Naviglio Martesana - Crescenzago: Villa Pallavicini
La Villa Pallavicini era in origine Villa Lecchi, dal nome dei primi proprietari, è risale al XVIII secolo. E' qui ritratta, sulla sinistra, in una vecchia cartolina. In origine aveva una darsena collegata con la Martesana e un grande parco.

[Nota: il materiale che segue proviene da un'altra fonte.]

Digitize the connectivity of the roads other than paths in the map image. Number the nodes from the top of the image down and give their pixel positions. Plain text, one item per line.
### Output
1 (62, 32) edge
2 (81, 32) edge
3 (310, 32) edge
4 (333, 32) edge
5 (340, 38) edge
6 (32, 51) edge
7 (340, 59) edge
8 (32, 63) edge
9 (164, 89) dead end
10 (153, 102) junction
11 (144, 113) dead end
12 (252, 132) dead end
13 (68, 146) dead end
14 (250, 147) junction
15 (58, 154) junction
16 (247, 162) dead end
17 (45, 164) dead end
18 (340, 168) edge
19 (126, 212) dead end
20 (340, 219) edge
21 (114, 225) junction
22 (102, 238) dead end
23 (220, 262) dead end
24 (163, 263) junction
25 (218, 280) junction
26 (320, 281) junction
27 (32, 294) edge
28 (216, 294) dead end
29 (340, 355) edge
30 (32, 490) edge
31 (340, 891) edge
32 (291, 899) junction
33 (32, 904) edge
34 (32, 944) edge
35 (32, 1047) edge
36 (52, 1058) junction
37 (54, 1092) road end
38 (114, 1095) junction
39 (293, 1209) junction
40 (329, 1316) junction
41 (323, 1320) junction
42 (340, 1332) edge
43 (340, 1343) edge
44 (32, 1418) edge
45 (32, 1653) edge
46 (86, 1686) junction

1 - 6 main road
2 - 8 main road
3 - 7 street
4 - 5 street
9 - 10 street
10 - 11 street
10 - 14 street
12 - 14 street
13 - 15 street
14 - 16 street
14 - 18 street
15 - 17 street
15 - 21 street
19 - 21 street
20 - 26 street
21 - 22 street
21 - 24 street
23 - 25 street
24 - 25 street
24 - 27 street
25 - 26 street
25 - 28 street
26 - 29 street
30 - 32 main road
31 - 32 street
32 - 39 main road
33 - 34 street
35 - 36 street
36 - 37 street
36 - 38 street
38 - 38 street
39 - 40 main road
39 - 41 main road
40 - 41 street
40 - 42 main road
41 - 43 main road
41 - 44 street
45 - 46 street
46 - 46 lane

Nel XIX secolo la villa ospitò l'azienda tessile di Enrico Mangilli, industriale filantropo inventore dei coriandoli, che erano i dischetti di scarto dei fogli che venivano bucati per diventare lettiere dei bachi da seta. I coriandoli ebbero un gran successo in Milano e vennero usati al posto dei coriandoli che prendevano il loro nome dal fatto di essere dei semi di coriandolo (pianta ai quei tempi molto comune nei dintorni di Milano) ricoperti di zucchero. I coriandoli in seguito commercializzati dal Mangilli sono entrati nella tradizione del carnevale in tutto il mondo. Al cav. Mangilli viene attribuita anche l'invenzione delle stelle filanti da una ispirazione presa dai nastrini di carta dei telegrafi. Il Mangili fu anche un filantropo e contribuì alla fondazione di un asilo per ospitare i figli delle filatrici di Crescenzago. In Via Padova 269 c'è ancora un busto che lo ricorda. - Vedi la mappa del Naviglio Martesana con tutte le foto.

Trovi che questa immagine sia mal posizionata nella mappa? Ritieni che il titolo o il testo descrittivo siano sbagliati o imprecisi? Vuoi aggiungere qualche tuo commento? Scrivici!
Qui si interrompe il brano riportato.